Abstract
During the past decade, electrical power systems have been going through some
major restructuring processes. From monopolistic, highly regulated and
one utility controlled operation, a system is being restructured to include
many parties competing for energy production and consumption, and for
provision of many of the ancillary services necessary for system operation.
With the emergence of competitive markets as central operational mechanisms,
the prime operational objective has shifted from a centralized, utility
cost minimization objective to decentralized, profit maximization objectives
of competing parties. The market-based (price-based) operation is shown to
be practically the only approach that is capable to simultaneously provide
incentives to hold the prices at marginal costs and to minimize the costs. As
a result, such an operational structure inherently tends to maximize the social
welfare of the system during its operation, and to accelerate developments
and applications of new technologies.
Another major change that is taking place in today’s power systems is
an increasing integration of small-scale distributed generation (DG) units.

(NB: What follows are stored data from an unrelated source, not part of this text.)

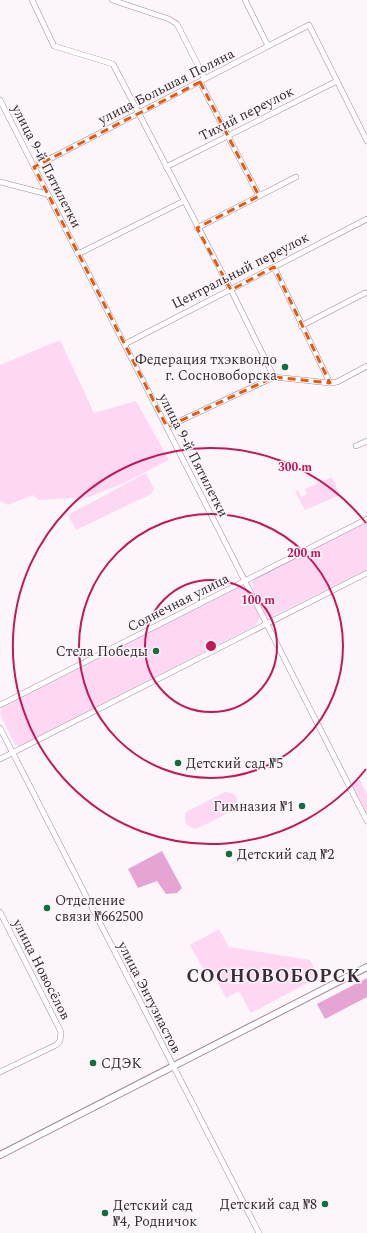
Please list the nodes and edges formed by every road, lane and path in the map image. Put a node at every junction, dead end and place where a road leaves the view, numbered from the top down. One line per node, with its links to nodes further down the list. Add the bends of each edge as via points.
1 (32, 0): 8 (street, via 54,46 113,64)
2 (112, 0): 5 (street, via 177,24)
3 (245, 0): 4 (street)
4 (268, 46): 5 (street, улица Большая Поляна); 6 (street, улица Большая Поляна, via 309,25)
5 (203, 80): 8 (street, улица Большая Поляна); 9 (street)
6 (337, 81): 9 (street, Тихий переулок); 10 (street)
7 (0, 100): 11 (street, улица 9-й Пятилетки)
8 (138, 113): 11 (street, улица Большая Поляна); 12 (street)
9 (227, 135): 12 (street, Тихий переулок); 16 (street)
10 (367, 140)
11 (34, 167): 15 (street, улица 9-й Пятилетки)
12 (166, 167): 17 (street)
13 (296, 177): 16 (street)
14 (0, 182): 15 (street)
15 (47, 194): 20 (street, улица 9-й Пятилетки)
16 (259, 196): 19 (street)
17 (184, 201): 19 (street); 20 (street)
18 (367, 219): 21 (street, Центральный переулок)
19 (197, 228): 22 (street)
20 (78, 254): 25 (street, улица 9-й Пятилетки)
21 (274, 268): 22 (street, Центральный переулок); 24 (street)
22 (231, 290): 25 (street, Центральный переулок); 27 (street)
23 (365, 293): 24 (street)
24 (301, 326): 28 (street)
25 (125, 344): 29 (street, улица 9-й Пятилетки)
26 (367, 366): 28 (street, via 337,382)
27 (274, 377): 28 (street); 29 (street)
28 (330, 383)
29 (167, 427): 34 (street, улица 9-й Пятилетки)
30 (367, 441): 31 (street)
31 (356, 446)
32 (367, 520): 34 (street, Солнечная улица)
33 (367, 573): 35 (street)
34 (245, 581): 35 (street, улица 9-й Пятилетки); 36 (street, Солнечная улица)
35 (266, 624): 38 (street); 40 (street, улица 9-й Пятилетки)
36 (0, 705)
37 (0, 728): 38 (street, улица Энтузиастов)
38 (12, 752): 39 (street); 43 (street, улица Энтузиастов)
39 (0, 759)
40 (367, 821)
41 (0, 912): 44 (street, улица Новосёлов, via 62,1037 56,1045)
42 (367, 967): 43 (main road)
43 (172, 1066): 45 (main road); 46 (street, улица Энтузиастов)
44 (0, 1072)
45 (0, 1156)
46 (259, 1233)

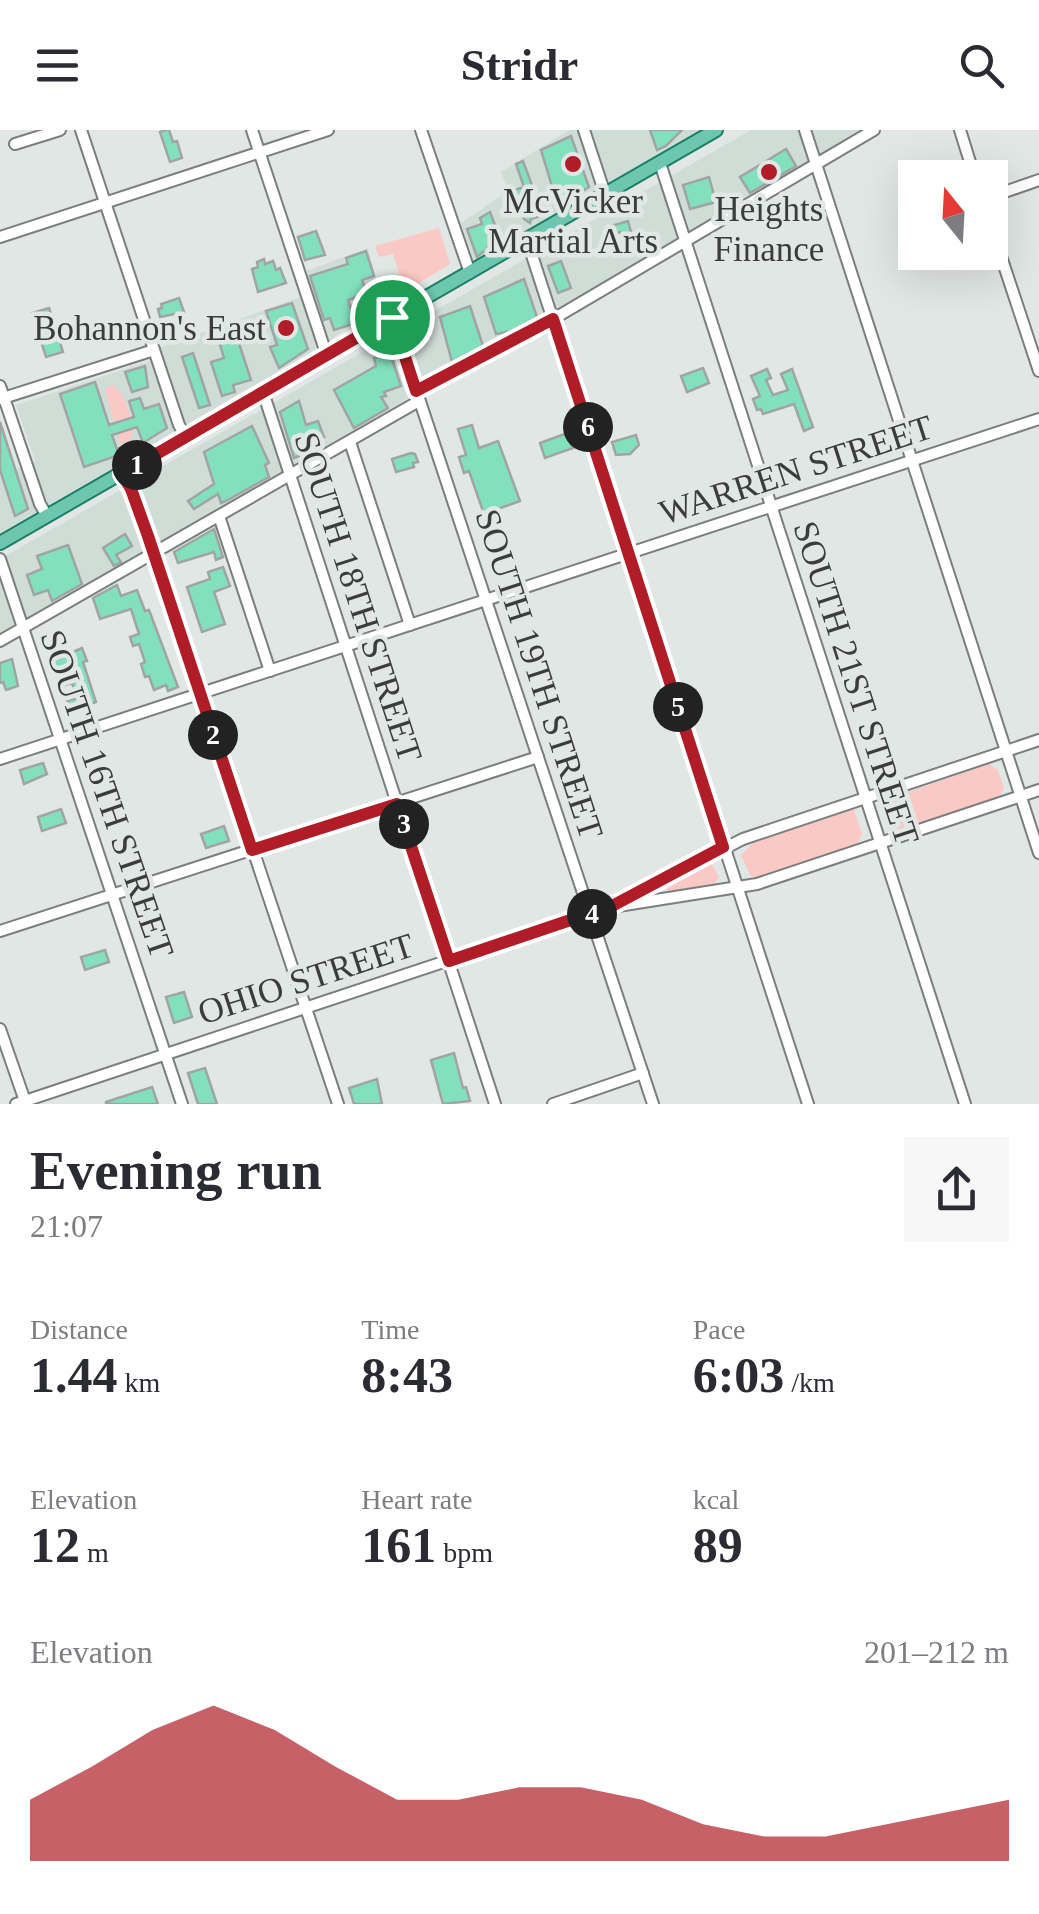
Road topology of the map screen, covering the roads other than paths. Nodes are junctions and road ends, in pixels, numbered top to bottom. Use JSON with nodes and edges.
{"nodes":[{"id":1,"x":60,"y":130,"type":"edge"},
{"id":2,"x":81,"y":130,"type":"edge"},
{"id":3,"x":252,"y":130,"type":"edge"},
{"id":4,"x":328,"y":130,"type":"edge"},
{"id":5,"x":421,"y":130,"type":"edge"},
{"id":6,"x":584,"y":130,"type":"edge"},
{"id":7,"x":716,"y":130,"type":"edge"},
{"id":8,"x":805,"y":130,"type":"edge"},
{"id":9,"x":874,"y":130,"type":"edge"},
{"id":10,"x":960,"y":130,"type":"edge"},
{"id":11,"x":16,"y":144,"type":"dead end"},
{"id":12,"x":260,"y":152,"type":"junction"},
{"id":13,"x":969,"y":160,"type":"edge"},
{"id":14,"x":660,"y":163,"type":"junction"},
{"id":15,"x":816,"y":164,"type":"junction"},
{"id":16,"x":1039,"y":180,"type":"edge"},
{"id":17,"x":1008,"y":191,"type":"edge"},
{"id":18,"x":605,"y":194,"type":"junction"},
{"id":19,"x":105,"y":203,"type":"junction"},
{"id":20,"x":0,"y":237,"type":"edge"},
{"id":21,"x":684,"y":239,"type":"junction"},
{"id":22,"x":527,"y":240,"type":"junction"},
{"id":23,"x":1006,"y":270,"type":"edge"},
{"id":24,"x":470,"y":273,"type":"junction"},
{"id":25,"x":392,"y":317,"type":"junction"},
{"id":26,"x":553,"y":319,"type":"junction"},
{"id":27,"x":154,"y":350,"type":"junction"},
{"id":28,"x":327,"y":356,"type":"junction"},
{"id":29,"x":1039,"y":371,"type":"edge"},
{"id":30,"x":263,"y":392,"type":"junction"},
{"id":31,"x":1,"y":394,"type":"edge"},
{"id":32,"x":418,"y":396,"type":"junction"},
{"id":33,"x":1039,"y":419,"type":"edge"},
{"id":34,"x":186,"y":436,"type":"junction"},
{"id":35,"x":350,"y":442,"type":"junction"},
{"id":36,"x":913,"y":460,"type":"junction"},
{"id":37,"x":122,"y":474,"type":"junction"},
{"id":38,"x":290,"y":476,"type":"junction"},
{"id":39,"x":770,"y":507,"type":"junction"},
{"id":40,"x":47,"y":516,"type":"junction"},
{"id":41,"x":219,"y":516,"type":"junction"},
{"id":42,"x":0,"y":543,"type":"edge"},
{"id":43,"x":154,"y":554,"type":"junction"},
{"id":44,"x":629,"y":554,"type":"junction"},
{"id":45,"x":0,"y":559,"type":"edge"},
{"id":46,"x":487,"y":600,"type":"junction"},
{"id":47,"x":410,"y":625,"type":"junction"},
{"id":48,"x":21,"y":628,"type":"junction"},
{"id":49,"x":0,"y":640,"type":"edge"},
{"id":50,"x":344,"y":647,"type":"junction"},
{"id":51,"x":270,"y":671,"type":"junction"},
{"id":52,"x":199,"y":694,"type":"junction"},
{"id":53,"x":59,"y":740,"type":"junction"},
{"id":54,"x":1039,"y":740,"type":"edge"},
{"id":55,"x":1006,"y":751,"type":"junction"},
{"id":56,"x":538,"y":758,"type":"junction"},
{"id":57,"x":0,"y":759,"type":"edge"},
{"id":58,"x":1039,"y":790,"type":"edge"},
{"id":59,"x":865,"y":797,"type":"junction"},
{"id":60,"x":1020,"y":797,"type":"junction"},
{"id":61,"x":397,"y":804,"type":"junction"},
{"id":62,"x":879,"y":844,"type":"junction"},
{"id":63,"x":723,"y":847,"type":"junction"},
{"id":64,"x":252,"y":850,"type":"junction"},
{"id":65,"x":1039,"y":854,"type":"edge"},
{"id":66,"x":736,"y":889,"type":"junction"},
{"id":67,"x":112,"y":895,"type":"junction"},
{"id":68,"x":612,"y":906,"type":"junction"},
{"id":69,"x":589,"y":914,"type":"junction"},
{"id":70,"x":0,"y":931,"type":"edge"},
{"id":71,"x":449,"y":961,"type":"junction"},
{"id":72,"x":306,"y":1008,"type":"junction"},
{"id":73,"x":0,"y":1029,"type":"edge"},
{"id":74,"x":166,"y":1054,"type":"junction"},
{"id":75,"x":643,"y":1073,"type":"junction"},
{"id":76,"x":23,"y":1103,"type":"edge"},
{"id":77,"x":182,"y":1104,"type":"edge"},
{"id":78,"x":338,"y":1104,"type":"edge"},
{"id":79,"x":495,"y":1104,"type":"edge"},
{"id":80,"x":553,"y":1104,"type":"edge"},
{"id":81,"x":654,"y":1104,"type":"edge"},
{"id":82,"x":808,"y":1104,"type":"edge"},
{"id":83,"x":965,"y":1104,"type":"edge"}],
"edges":[{"from":1,"to":11,"type":"street"},
{"from":2,"to":19,"type":"street"},
{"from":3,"to":12,"type":"street"},
{"from":4,"to":12,"type":"street"},
{"from":5,"to":24,"type":"street"},
{"from":6,"to":18,"type":"street"},
{"from":7,"to":14,"type":"main road"},
{"from":8,"to":15,"type":"street"},
{"from":9,"to":15,"type":"street"},
{"from":10,"to":13,"type":"street"},
{"from":12,"to":19,"type":"street"},
{"from":12,"to":28,"type":"street"},
{"from":14,"to":18,"type":"main road"},
{"from":14,"to":21,"type":"street","name":"SOUTH 21ST STREET"},
{"from":15,"to":21,"type":"street"},
{"from":15,"to":36,"type":"street"},
{"from":16,"to":17,"type":"street"},
{"from":18,"to":22,"type":"main road"},
{"from":19,"to":20,"type":"street"},
{"from":19,"to":27,"type":"street"},
{"from":21,"to":26,"type":"street"},
{"from":21,"to":39,"type":"street","name":"SOUTH 21ST STREET"},
{"from":22,"to":24,"type":"main road"},
{"from":22,"to":26,"type":"street"},
{"from":23,"to":29,"type":"street"},
{"from":24,"to":25,"type":"main road"},
{"from":25,"to":28,"type":"main road"},
{"from":25,"to":32,"type":"street","name":"SOUTH 19TH STREET"},
{"from":26,"to":32,"type":"street"},
{"from":26,"to":44,"type":"street"},
{"from":27,"to":31,"type":"street"},
{"from":27,"to":34,"type":"street"},
{"from":28,"to":30,"type":"main road"},
{"from":30,"to":34,"type":"main road"},
{"from":30,"to":38,"type":"street","name":"SOUTH 18TH STREET"},
{"from":31,"to":40,"type":"street"},
{"from":32,"to":35,"type":"street"},
{"from":32,"to":46,"type":"street","name":"SOUTH 19TH STREET"},
{"from":33,"to":36,"type":"street","name":"WARREN STREET"},
{"from":34,"to":37,"type":"main road"},
{"from":35,"to":38,"type":"street"},
{"from":35,"to":47,"type":"street"},
{"from":36,"to":39,"type":"street","name":"WARREN STREET"},
{"from":36,"to":55,"type":"street"},
{"from":37,"to":40,"type":"main road"},
{"from":37,"to":43,"type":"street"},
{"from":38,"to":41,"type":"street"},
{"from":38,"to":50,"type":"street","name":"SOUTH 18TH STREET"},
{"from":39,"to":44,"type":"street","name":"WARREN STREET"},
{"from":39,"to":59,"type":"street","name":"SOUTH 21ST STREET"},
{"from":40,"to":42,"type":"main road"},
{"from":41,"to":43,"type":"street"},
{"from":41,"to":51,"type":"street"},
{"from":43,"to":48,"type":"street"},
{"from":43,"to":52,"type":"street"},
{"from":44,"to":46,"type":"street","name":"WARREN STREET"},
{"from":44,"to":63,"type":"street"},
{"from":45,"to":48,"type":"street","name":"SOUTH 16TH STREET"},
{"from":46,"to":47,"type":"street","name":"WARREN STREET"},
{"from":46,"to":56,"type":"street","name":"SOUTH 19TH STREET"},
{"from":47,"to":50,"type":"street","name":"WARREN STREET"},
{"from":48,"to":49,"type":"street"},
{"from":48,"to":53,"type":"street","name":"SOUTH 16TH STREET"},
{"from":50,"to":51,"type":"street","name":"WARREN STREET"},
{"from":50,"to":61,"type":"street","name":"SOUTH 18TH STREET"},
{"from":51,"to":52,"type":"street","name":"WARREN STREET"},
{"from":52,"to":53,"type":"street","name":"WARREN STREET"},
{"from":52,"to":64,"type":"street"},
{"from":53,"to":57,"type":"street","name":"WARREN STREET"},
{"from":53,"to":67,"type":"street","name":"SOUTH 16TH STREET"},
{"from":54,"to":55,"type":"street"},
{"from":55,"to":59,"type":"street"},
{"from":55,"to":60,"type":"street"},
{"from":56,"to":61,"type":"street"},
{"from":56,"to":69,"type":"street","name":"SOUTH 19TH STREET"},
{"from":58,"to":60,"type":"street"},
{"from":59,"to":62,"type":"street","name":"SOUTH 21ST STREET"},
{"from":59,"to":63,"type":"street"},
{"from":60,"to":62,"type":"street"},
{"from":60,"to":65,"type":"street"},
{"from":61,"to":64,"type":"street"},
{"from":61,"to":71,"type":"street","name":"SOUTH 18TH STREET"},
{"from":62,"to":66,"type":"street"},
{"from":62,"to":83,"type":"street","name":"SOUTH 21ST STREET"},
{"from":63,"to":66,"type":"street"},
{"from":63,"to":68,"type":"street"},
{"from":64,"to":67,"type":"street"},
{"from":64,"to":72,"type":"street"},
{"from":66,"to":68,"type":"street"},
{"from":66,"to":82,"type":"street"},
{"from":67,"to":70,"type":"street"},
{"from":67,"to":74,"type":"street","name":"SOUTH 16TH STREET"},
{"from":68,"to":69,"type":"street","name":"OHIO STREET"},
{"from":69,"to":71,"type":"street","name":"OHIO STREET"},
{"from":69,"to":75,"type":"street","name":"SOUTH 19TH STREET"},
{"from":71,"to":72,"type":"street","name":"OHIO STREET"},
{"from":71,"to":79,"type":"street","name":"SOUTH 18TH STREET"},
{"from":72,"to":74,"type":"street","name":"OHIO STREET"},
{"from":72,"to":78,"type":"street"},
{"from":73,"to":76,"type":"street"},
{"from":74,"to":76,"type":"street","name":"OHIO STREET"},
{"from":74,"to":77,"type":"street","name":"SOUTH 16TH STREET"},
{"from":75,"to":80,"type":"street"},
{"from":75,"to":81,"type":"street","name":"SOUTH 19TH STREET"}]}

Since in future power systems, a large amounts of DG will be based on
renewable, intermittent energy sources, e.g. wind and sun, these systems
will be characterized by significantly larger uncertainties than those of the
present power systems.
Power markets significantly deviate from standard economics since the
demand side is largely disconnected from the market, i.e. it is not price responsive,
and it exhibits uncertain, stochastic behavior. Furthermore, since
electrical energy cannot be efficiently stored in large quantities, production
has to meet these rapidly changing demands in real-time. In future power
systems, efficient real-time power balancing schemes will become crucial
and even more challenging due to the significant increase of uncertainties
by large-scale integration of renewable sources. Physical and security limits
on the maximal power flows in the lines of power transmission networks represent
crucial system constraints, which must be satisfied to protect the
integrity of the system. Creating an efficient congestion management scheme
for dealing with these constraints is one of the toughest problems in the
electricity market design, as the line power flows are characterized by complex
dependencies on nodal power injections. Efficient congestion control
has to account for those limits by adequately transforming them into market
signals, i.e. into electricity prices.
One of the main contributions of this thesis is the development of a novel
dynamic, distributed feedback control scheme for optimal real-time update of
electricity prices. The developed controller (which is called the KKT controller
in the thesis) reacts on the network frequency deviation as a measure of
power imbalance in the system and on measured violations of line flow limits
in a transmission network. The output of the controller is a vector of nodal
prices. Each producer/consumer in the system is allowed to autonomously
react on the announced price by adjusting its production/consumption level
to maximize its own benefit. Under the hypothesis of global asymptotic stability
of the closed-loop system, the developed control scheme is proven to
continuously balance the system by driving it towards the equilibrium where
the transmission power flow constraints are satisfied, and where the total
social welfare of the system is maximized. One of the advantageous features
of the developed control scheme is that, to achieve this goal, it requires
no knowledge of marginal cost/benefit functions of producers/consumers in
the system (neither is it based on the estimates of those functions). The
only system parameters that are explicitly included in the control law are
the transmission network parameters, i.e. network topology and line impedances.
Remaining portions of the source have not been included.